Hazy Islands Wilderness, at 32 acres (16 ha), is Alaska's smallest wilderness area. It was officially designated as Wilderness in 1970 by the United States Congress.  The islands are located west of Coronation Island in the Alaska Panhandle area. Hazy Islands Wilderness comprises five small islands and is home to 10 species of birds, including Brandt's cormorant (Phalacrocorax auritus).
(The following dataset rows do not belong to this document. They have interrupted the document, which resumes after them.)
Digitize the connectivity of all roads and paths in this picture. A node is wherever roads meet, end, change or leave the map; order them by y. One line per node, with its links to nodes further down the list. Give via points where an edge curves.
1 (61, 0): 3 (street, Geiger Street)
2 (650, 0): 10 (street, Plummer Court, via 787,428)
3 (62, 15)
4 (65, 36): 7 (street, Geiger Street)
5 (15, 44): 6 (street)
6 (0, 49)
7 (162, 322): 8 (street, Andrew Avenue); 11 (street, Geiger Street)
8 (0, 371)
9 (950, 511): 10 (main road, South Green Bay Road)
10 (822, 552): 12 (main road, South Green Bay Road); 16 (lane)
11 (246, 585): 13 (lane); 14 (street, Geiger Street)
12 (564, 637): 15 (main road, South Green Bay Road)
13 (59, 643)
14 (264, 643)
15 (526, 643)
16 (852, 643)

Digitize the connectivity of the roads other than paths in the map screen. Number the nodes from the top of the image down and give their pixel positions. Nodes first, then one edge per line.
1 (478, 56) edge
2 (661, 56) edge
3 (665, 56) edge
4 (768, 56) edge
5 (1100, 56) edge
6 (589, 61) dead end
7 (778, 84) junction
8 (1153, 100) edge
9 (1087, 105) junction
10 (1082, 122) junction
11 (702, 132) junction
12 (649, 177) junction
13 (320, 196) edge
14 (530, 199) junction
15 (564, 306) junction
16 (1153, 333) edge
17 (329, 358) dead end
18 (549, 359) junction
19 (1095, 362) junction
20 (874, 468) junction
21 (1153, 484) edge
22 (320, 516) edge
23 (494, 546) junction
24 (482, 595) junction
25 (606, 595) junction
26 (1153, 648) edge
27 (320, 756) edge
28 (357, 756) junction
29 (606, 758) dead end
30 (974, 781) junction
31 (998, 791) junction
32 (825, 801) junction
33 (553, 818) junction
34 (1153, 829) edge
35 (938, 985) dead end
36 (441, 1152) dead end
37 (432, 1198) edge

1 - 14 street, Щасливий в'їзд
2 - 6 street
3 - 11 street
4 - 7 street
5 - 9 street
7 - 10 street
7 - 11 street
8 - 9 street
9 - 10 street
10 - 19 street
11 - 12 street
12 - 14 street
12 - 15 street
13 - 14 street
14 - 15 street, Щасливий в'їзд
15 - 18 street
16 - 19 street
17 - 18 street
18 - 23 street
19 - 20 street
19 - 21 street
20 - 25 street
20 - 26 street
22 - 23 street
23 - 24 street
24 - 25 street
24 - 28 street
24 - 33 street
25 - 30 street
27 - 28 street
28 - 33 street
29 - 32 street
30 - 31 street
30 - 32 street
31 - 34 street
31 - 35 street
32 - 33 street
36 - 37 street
It has no anchorages or campsites, and human visitation is discouraged to protect the birds.

Name
The name for the islands in the Tlingit language is Deikee Noow, which can be translated as Outer (Deikee) Fort (Noow), although the word "noow" is also the name for a treeless rock formation.  It figures into the "Raven Cycle' story of when Yéil (Raven) stole freshwater from Gánóok (Petrel).

Description
Hazy Islands National Wildlife Refuge was established in 1912, which became designated as Wilderness in 1970, and incorporated into the Alaska Maritime National Wildlife Refuge, Gulf of Alaska Unit, in 1980.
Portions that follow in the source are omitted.